Q: How are Montana schools handling the growing demand for student mental health services?
A: Schools are absorbing increasing demand with shrinking resources. One Kalispell district had 93 students in outpatient therapy and 29 on the waitlist. Levy passage rates have fallen sharply, and state education funding is worth roughly $100 million less than a decade ago when adjusted for inflation.

Q: What happened to Montana's SAMHSA mental health grants in early 2026?
A: The Trump administration terminated approximately $2 billion in SAMHSA grants nationwide in January 2026, then reversed the decision within 24 hours. Montana programs including a $4 million youth mental health grant and a $125,000 suicide prevention grant were briefly cut. The grants were restored, but the administration has since proposed dissolving SAMHSA entirely.

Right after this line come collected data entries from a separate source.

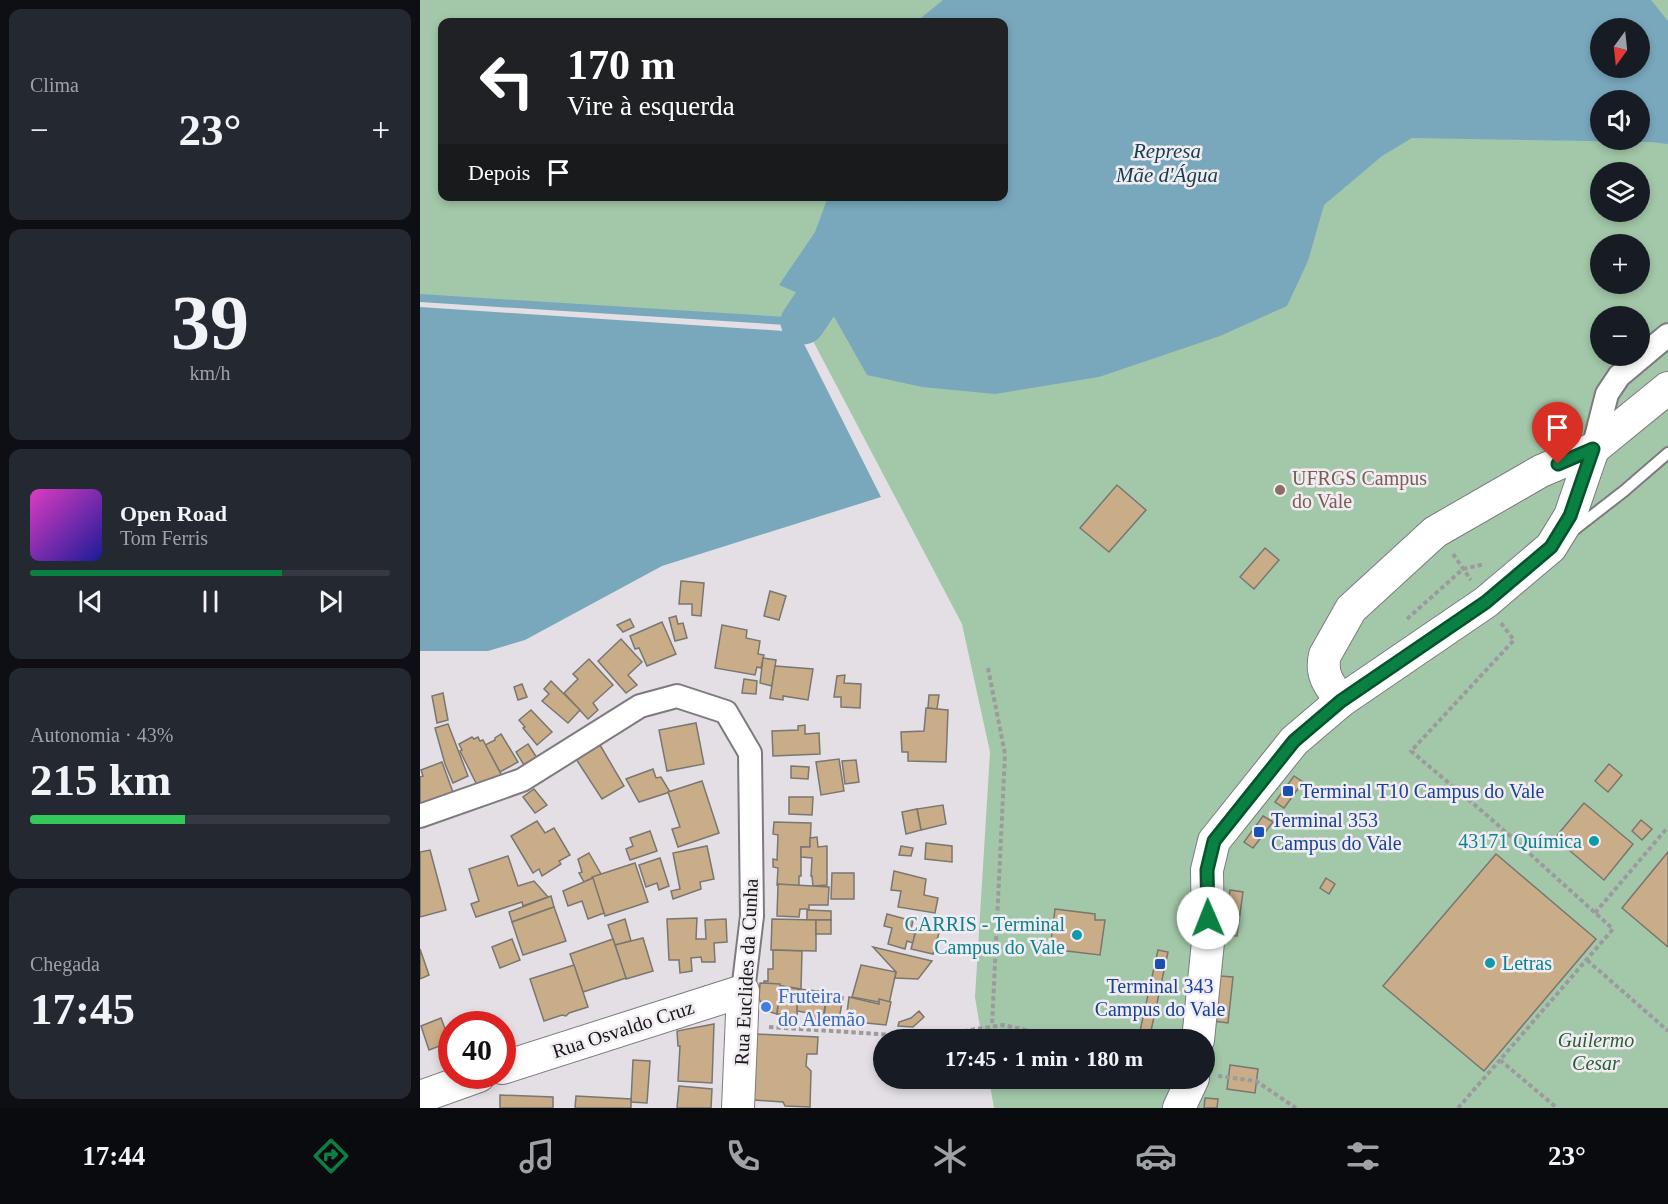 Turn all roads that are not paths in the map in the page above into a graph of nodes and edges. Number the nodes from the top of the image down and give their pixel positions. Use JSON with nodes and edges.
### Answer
{"nodes":[{"id":1,"x":1668,"y":335,"type":"edge"},
{"id":2,"x":1668,"y":388,"type":"edge"},
{"id":3,"x":1593,"y":449,"type":"junction"},
{"id":4,"x":1668,"y":453,"type":"edge"},
{"id":5,"x":1551,"y":547,"type":"junction"},
{"id":6,"x":1341,"y":701,"type":"junction"},
{"id":7,"x":420,"y":816,"type":"edge"},
{"id":8,"x":743,"y":991,"type":"junction"},
{"id":9,"x":1199,"y":1029,"type":"edge"},
{"id":10,"x":516,"y":1064,"type":"edge"},
{"id":11,"x":461,"y":1089,"type":"edge"},
{"id":12,"x":1194,"y":1089,"type":"edge"},
{"id":13,"x":422,"y":1100,"type":"edge"},
{"id":14,"x":738,"y":1108,"type":"edge"},
{"id":15,"x":1179,"y":1108,"type":"edge"}],
"edges":[{"from":1,"to":3,"type":"street"},
{"from":2,"to":3,"type":"street"},
{"from":3,"to":5,"type":"street"},
{"from":3,"to":6,"type":"street"},
{"from":4,"to":5,"type":"lane"},
{"from":5,"to":6,"type":"street"},
{"from":6,"to":9,"type":"street"},
{"from":7,"to":8,"type":"street","name":"Rua Euclides da Cunha"},
{"from":8,"to":10,"type":"street","name":"Rua Osvaldo Cruz"},
{"from":8,"to":14,"type":"street","name":"Rua Euclides da Cunha"},
{"from":11,"to":13,"type":"street"},
{"from":12,"to":15,"type":"street"}]}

Q: Does Montana have a coordinated behavioral health system?
A: Not according to Dr. Eric Arzubi, CEO of Frontier Psychiatry. His analysis of February 2026 events argues Montana has a collection of fragmented crisis responses rather than a unified system, with hospital failures, funding instability, cost barriers, and school capacity gaps all pointing to the same structural problem.

My Take

Every story in this roundup is connected. The state hospital crisis, the forensic bed shortage, the cost barriers, the school capacity gap, the federal funding instability. They all point to the same conclusion: Montana doesn't have a behavioral health system. It has a collection of fragmented responses to crises.

Take Warm Springs. Counties are paying six-figure bills because the state couldn't keep its own hospital certified. But even if CMS recertifies tomorrow, the underlying model is broken. We're still acting like a state hospital bed hours away from where people live is the answer. Our published research in JAMA Network Open shows you can reduce hospitalizations by 38% with quality outpatient psychiatric care delivered where people actually are.

Or take the poll finding that 67% of voters cite cost as the top barrier. We solved geography with telehealth. But if people can't afford the care once they can access it, we haven't solved the problem.

The federal funding chaos makes it worse. You cannot build sustainable programs on grants that can be pulled with 24 hours' notice.

Until somebody owns this problem, all of it, not just their piece, we'll keep reading roundups like this one every month.

--

Eric Arzubi, MD, is CEO of Frontier Psychiatry and Assistant Clinical Professor at the Yale Child Study Center.